• WORK ITEM:
From the first line to the last, reproduce the records below exactly, omitting any picture.

(Stored items)
────

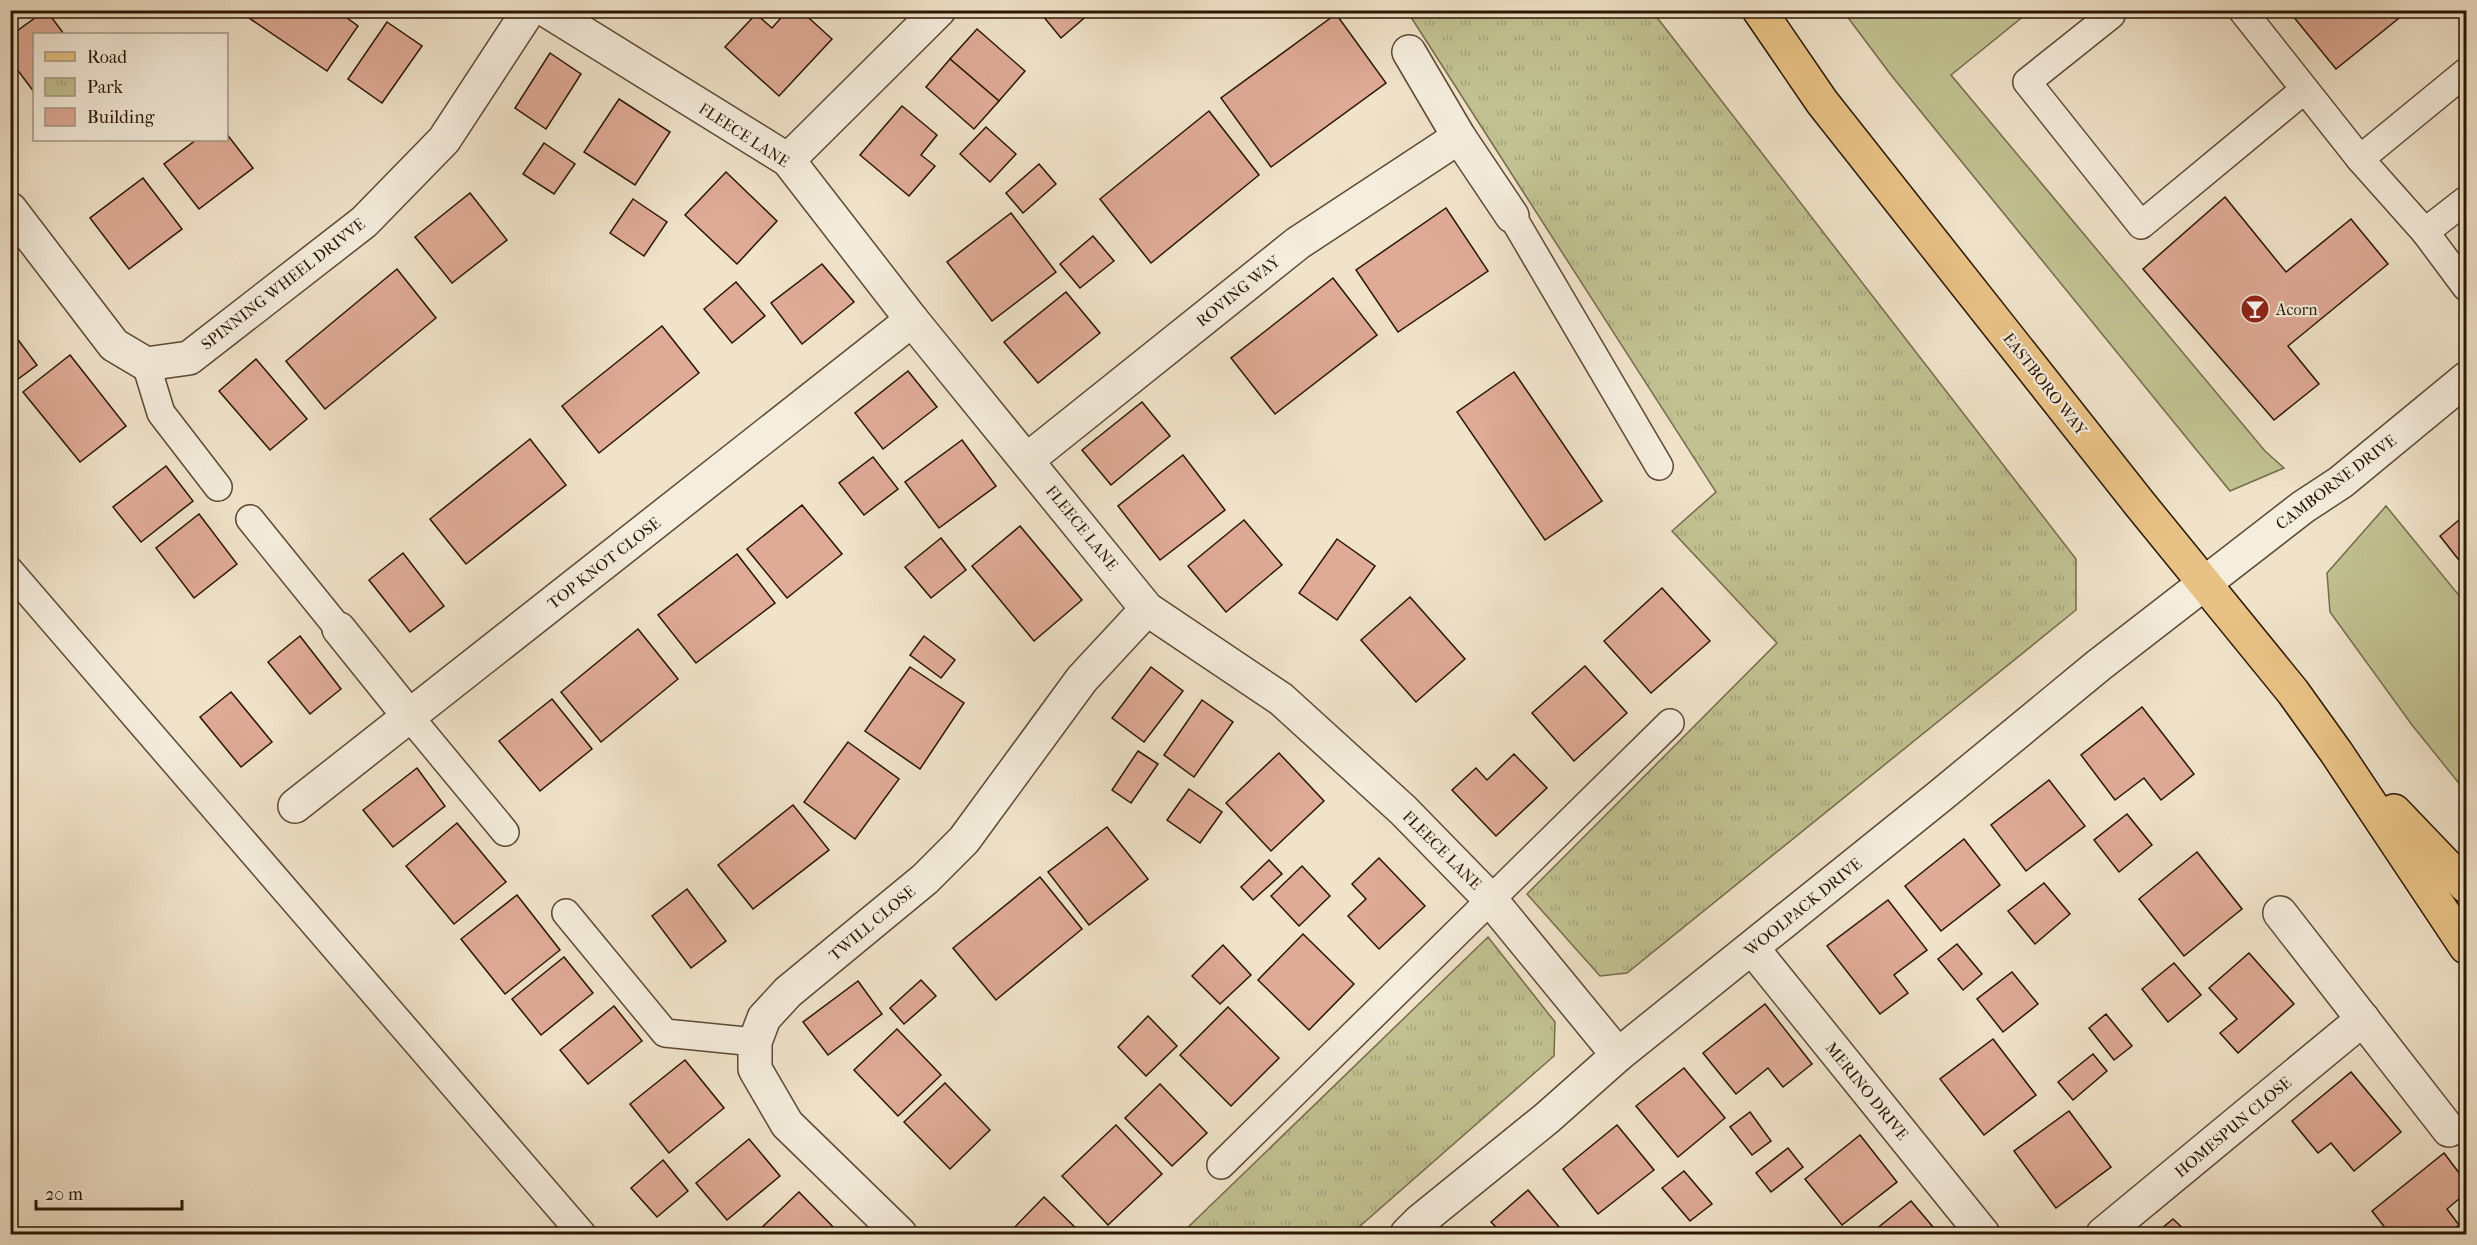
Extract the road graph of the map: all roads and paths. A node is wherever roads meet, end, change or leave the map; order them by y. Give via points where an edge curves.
1 (529, 10) edge
2 (546, 10) edge
3 (939, 10) edge
4 (1759, 10) edge
5 (2242, 10) edge
6 (2111, 15) dead end
7 (1409, 52) dead end
8 (2466, 72) edge
9 (2304, 90) junction
10 (1460, 137) junction
11 (2360, 159) junction
12 (788, 160) junction
13 (2466, 200) edge
14 (10, 209) edge
15 (1512, 216) joint
16 (2425, 232) junction
17 (2466, 287) edge
18 (912, 320) junction
19 (146, 364) junction
20 (2466, 379) edge
21 (1027, 460) junction
22 (1659, 466) dead end
23 (218, 487) dead end
24 (250, 519) dead end
25 (10, 571) edge
26 (2205, 584) junction
27 (1147, 609) junction
28 (339, 629) joint
29 (410, 716) junction
30 (1670, 723) dead end
31 (2336, 752) junction
32 (295, 806) dead end
33 (505, 832) dead end
34 (2466, 886) edge
35 (1490, 899) junction
36 (566, 913) dead end
37 (2280, 914) dead end
38 (2466, 947) edge
39 (1752, 948) junction
40 (2363, 1019) junction
41 (755, 1042) junction
42 (1618, 1055) junction
43 (2449, 1130) dead end
44 (1221, 1165) dead end
45 (582, 1234) edge
46 (900, 1234) edge
47 (1407, 1234) edge
48 (1983, 1234) edge
49 (2103, 1234) edge

1 - 19 street, SPINNING WHEEL DRIVVE via 444,140 364,222 189,358
2 - 12 street, FLEECE LANE
3 - 12 street
4 - 26 main road, EASTBORO WAY via 1822,102
5 - 9 lane
6 - 9 lane via 2027,82 2141,225
7 - 10 street
8 - 11 lane
9 - 11 lane
10 - 15 street
10 - 21 street, ROVING WAY via 1298,243
11 - 16 lane
12 - 18 street, FLEECE LANE
13 - 16 lane
14 - 19 street via 114,345
15 - 22 lane
16 - 17 lane
18 - 21 street, FLEECE LANE
18 - 29 street, TOP KNOT CLOSE
19 - 23 lane via 161,413
20 - 26 street, CAMBORNE DRIVE via 2341,482
21 - 27 street, FLEECE LANE
24 - 28 lane
25 - 45 lane
26 - 31 main road, EASTBORO WAY
26 - 39 street, WOOLPACK DRIVE via 2098,665
27 - 35 street, FLEECE LANE via 1281,699 1403,810
27 - 41 street, TWILL CLOSE via 1082,679 964,840 925,879 788,992 764,1018
28 - 29 street
29 - 32 street, TOP KNOT CLOSE
29 - 33 lane
30 - 35 lane
31 - 34 main road
31 - 38 main road
35 - 42 street, FLEECE LANE
35 - 44 lane
36 - 41 lane via 665,1033
37 - 40 street
39 - 42 street, WOOLPACK DRIVE
39 - 48 street, MERINO DRIVE
40 - 43 street
40 - 49 street, HOMESPUN CLOSE
41 - 46 street, TWILL CLOSE via 755,1069 787,1124
42 - 47 street, WOOLPACK DRIVE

────

• RESPONSE TO THIS EXERCISE:
Extract the road graph of the map: all roads and paths. A node is wherever roads meet, end, change or leave the map; order them by y. Give via points where an edge curves.
1 (529, 10) edge
2 (546, 10) edge
3 (939, 10) edge
4 (1759, 10) edge
5 (2242, 10) edge
6 (2111, 15) dead end
7 (1409, 52) dead end
8 (2466, 72) edge
9 (2304, 90) junction
10 (1460, 137) junction
11 (2360, 159) junction
12 (788, 160) junction
13 (2466, 200) edge
14 (10, 209) edge
15 (1512, 216) joint
16 (2425, 232) junction
17 (2466, 287) edge
18 (912, 320) junction
19 (146, 364) junction
20 (2466, 379) edge
21 (1027, 460) junction
22 (1659, 466) dead end
23 (218, 487) dead end
24 (250, 519) dead end
25 (10, 571) edge
26 (2205, 584) junction
27 (1147, 609) junction
28 (339, 629) joint
29 (410, 716) junction
30 (1670, 723) dead end
31 (2336, 752) junction
32 (295, 806) dead end
33 (505, 832) dead end
34 (2466, 886) edge
35 (1490, 899) junction
36 (566, 913) dead end
37 (2280, 914) dead end
38 (2466, 947) edge
39 (1752, 948) junction
40 (2363, 1019) junction
41 (755, 1042) junction
42 (1618, 1055) junction
43 (2449, 1130) dead end
44 (1221, 1165) dead end
45 (582, 1234) edge
46 (900, 1234) edge
47 (1407, 1234) edge
48 (1983, 1234) edge
49 (2103, 1234) edge

1 - 19 street, SPINNING WHEEL DRIVVE via 444,140 364,222 189,358
2 - 12 street, FLEECE LANE
3 - 12 street
4 - 26 main road, EASTBORO WAY via 1822,102
5 - 9 lane
6 - 9 lane via 2027,82 2141,225
7 - 10 street
8 - 11 lane
9 - 11 lane
10 - 15 street
10 - 21 street, ROVING WAY via 1298,243
11 - 16 lane
12 - 18 street, FLEECE LANE
13 - 16 lane
14 - 19 street via 114,345
15 - 22 lane
16 - 17 lane
18 - 21 street, FLEECE LANE
18 - 29 street, TOP KNOT CLOSE
19 - 23 lane via 161,413
20 - 26 street, CAMBORNE DRIVE via 2341,482
21 - 27 street, FLEECE LANE
24 - 28 lane
25 - 45 lane
26 - 31 main road, EASTBORO WAY
26 - 39 street, WOOLPACK DRIVE via 2098,665
27 - 35 street, FLEECE LANE via 1281,699 1403,810
27 - 41 street, TWILL CLOSE via 1082,679 964,840 925,879 788,992 764,1018
28 - 29 street
29 - 32 street, TOP KNOT CLOSE
29 - 33 lane
30 - 35 lane
31 - 34 main road
31 - 38 main road
35 - 42 street, FLEECE LANE
35 - 44 lane
36 - 41 lane via 665,1033
37 - 40 street
39 - 42 street, WOOLPACK DRIVE
39 - 48 street, MERINO DRIVE
40 - 43 street
40 - 49 street, HOMESPUN CLOSE
41 - 46 street, TWILL CLOSE via 755,1069 787,1124
42 - 47 street, WOOLPACK DRIVE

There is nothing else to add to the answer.